= LISTED RECORDS =
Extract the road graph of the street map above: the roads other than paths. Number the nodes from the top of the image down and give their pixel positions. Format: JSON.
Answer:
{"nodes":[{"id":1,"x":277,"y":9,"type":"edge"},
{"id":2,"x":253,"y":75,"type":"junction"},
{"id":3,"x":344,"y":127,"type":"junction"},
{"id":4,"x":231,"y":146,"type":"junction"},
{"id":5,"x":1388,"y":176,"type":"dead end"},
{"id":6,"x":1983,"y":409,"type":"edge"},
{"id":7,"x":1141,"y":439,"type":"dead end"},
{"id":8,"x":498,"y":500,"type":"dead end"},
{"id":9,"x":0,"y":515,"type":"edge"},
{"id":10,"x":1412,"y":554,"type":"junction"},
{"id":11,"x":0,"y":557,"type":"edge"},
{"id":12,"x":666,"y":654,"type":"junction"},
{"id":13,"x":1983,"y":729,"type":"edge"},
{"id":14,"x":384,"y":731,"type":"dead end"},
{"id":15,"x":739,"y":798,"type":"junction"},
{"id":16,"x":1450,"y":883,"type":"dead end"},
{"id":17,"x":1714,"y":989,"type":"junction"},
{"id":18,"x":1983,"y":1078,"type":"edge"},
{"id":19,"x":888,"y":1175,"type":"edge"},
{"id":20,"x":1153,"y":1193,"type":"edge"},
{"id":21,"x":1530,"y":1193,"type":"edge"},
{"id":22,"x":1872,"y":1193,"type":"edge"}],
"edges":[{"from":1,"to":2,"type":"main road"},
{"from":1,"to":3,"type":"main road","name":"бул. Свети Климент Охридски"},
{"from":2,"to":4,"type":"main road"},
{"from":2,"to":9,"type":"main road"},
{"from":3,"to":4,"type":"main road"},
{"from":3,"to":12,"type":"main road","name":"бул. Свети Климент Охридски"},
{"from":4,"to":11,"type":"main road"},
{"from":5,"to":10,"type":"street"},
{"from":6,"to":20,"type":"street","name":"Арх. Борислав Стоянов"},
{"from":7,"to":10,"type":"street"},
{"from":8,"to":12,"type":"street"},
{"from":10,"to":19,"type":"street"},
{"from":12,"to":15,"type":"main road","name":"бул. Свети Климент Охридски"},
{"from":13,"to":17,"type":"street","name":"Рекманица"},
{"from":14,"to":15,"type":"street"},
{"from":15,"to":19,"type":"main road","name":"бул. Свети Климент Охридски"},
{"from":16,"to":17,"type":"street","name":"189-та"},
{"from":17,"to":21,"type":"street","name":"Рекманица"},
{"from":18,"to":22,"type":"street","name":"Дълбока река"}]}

= DESCRIPTION OF THE TASK =
All the records, from the first line to the last: repeat them exactly.

= REPLY TO THE EXERCISE =
Extract the road graph of the street map above: the roads other than paths. Number the nodes from the top of the image down and give their pixel positions. Format: JSON.
Answer:
{"nodes":[{"id":1,"x":277,"y":9,"type":"edge"},
{"id":2,"x":253,"y":75,"type":"junction"},
{"id":3,"x":344,"y":127,"type":"junction"},
{"id":4,"x":231,"y":146,"type":"junction"},
{"id":5,"x":1388,"y":176,"type":"dead end"},
{"id":6,"x":1983,"y":409,"type":"edge"},
{"id":7,"x":1141,"y":439,"type":"dead end"},
{"id":8,"x":498,"y":500,"type":"dead end"},
{"id":9,"x":0,"y":515,"type":"edge"},
{"id":10,"x":1412,"y":554,"type":"junction"},
{"id":11,"x":0,"y":557,"type":"edge"},
{"id":12,"x":666,"y":654,"type":"junction"},
{"id":13,"x":1983,"y":729,"type":"edge"},
{"id":14,"x":384,"y":731,"type":"dead end"},
{"id":15,"x":739,"y":798,"type":"junction"},
{"id":16,"x":1450,"y":883,"type":"dead end"},
{"id":17,"x":1714,"y":989,"type":"junction"},
{"id":18,"x":1983,"y":1078,"type":"edge"},
{"id":19,"x":888,"y":1175,"type":"edge"},
{"id":20,"x":1153,"y":1193,"type":"edge"},
{"id":21,"x":1530,"y":1193,"type":"edge"},
{"id":22,"x":1872,"y":1193,"type":"edge"}],
"edges":[{"from":1,"to":2,"type":"main road"},
{"from":1,"to":3,"type":"main road","name":"бул. Свети Климент Охридски"},
{"from":2,"to":4,"type":"main road"},
{"from":2,"to":9,"type":"main road"},
{"from":3,"to":4,"type":"main road"},
{"from":3,"to":12,"type":"main road","name":"бул. Свети Климент Охридски"},
{"from":4,"to":11,"type":"main road"},
{"from":5,"to":10,"type":"street"},
{"from":6,"to":20,"type":"street","name":"Арх. Борислав Стоянов"},
{"from":7,"to":10,"type":"street"},
{"from":8,"to":12,"type":"street"},
{"from":10,"to":19,"type":"street"},
{"from":12,"to":15,"type":"main road","name":"бул. Свети Климент Охридски"},
{"from":13,"to":17,"type":"street","name":"Рекманица"},
{"from":14,"to":15,"type":"street"},
{"from":15,"to":19,"type":"main road","name":"бул. Свети Климент Охридски"},
{"from":16,"to":17,"type":"street","name":"189-та"},
{"from":17,"to":21,"type":"street","name":"Рекманица"},
{"from":18,"to":22,"type":"street","name":"Дълбока река"}]}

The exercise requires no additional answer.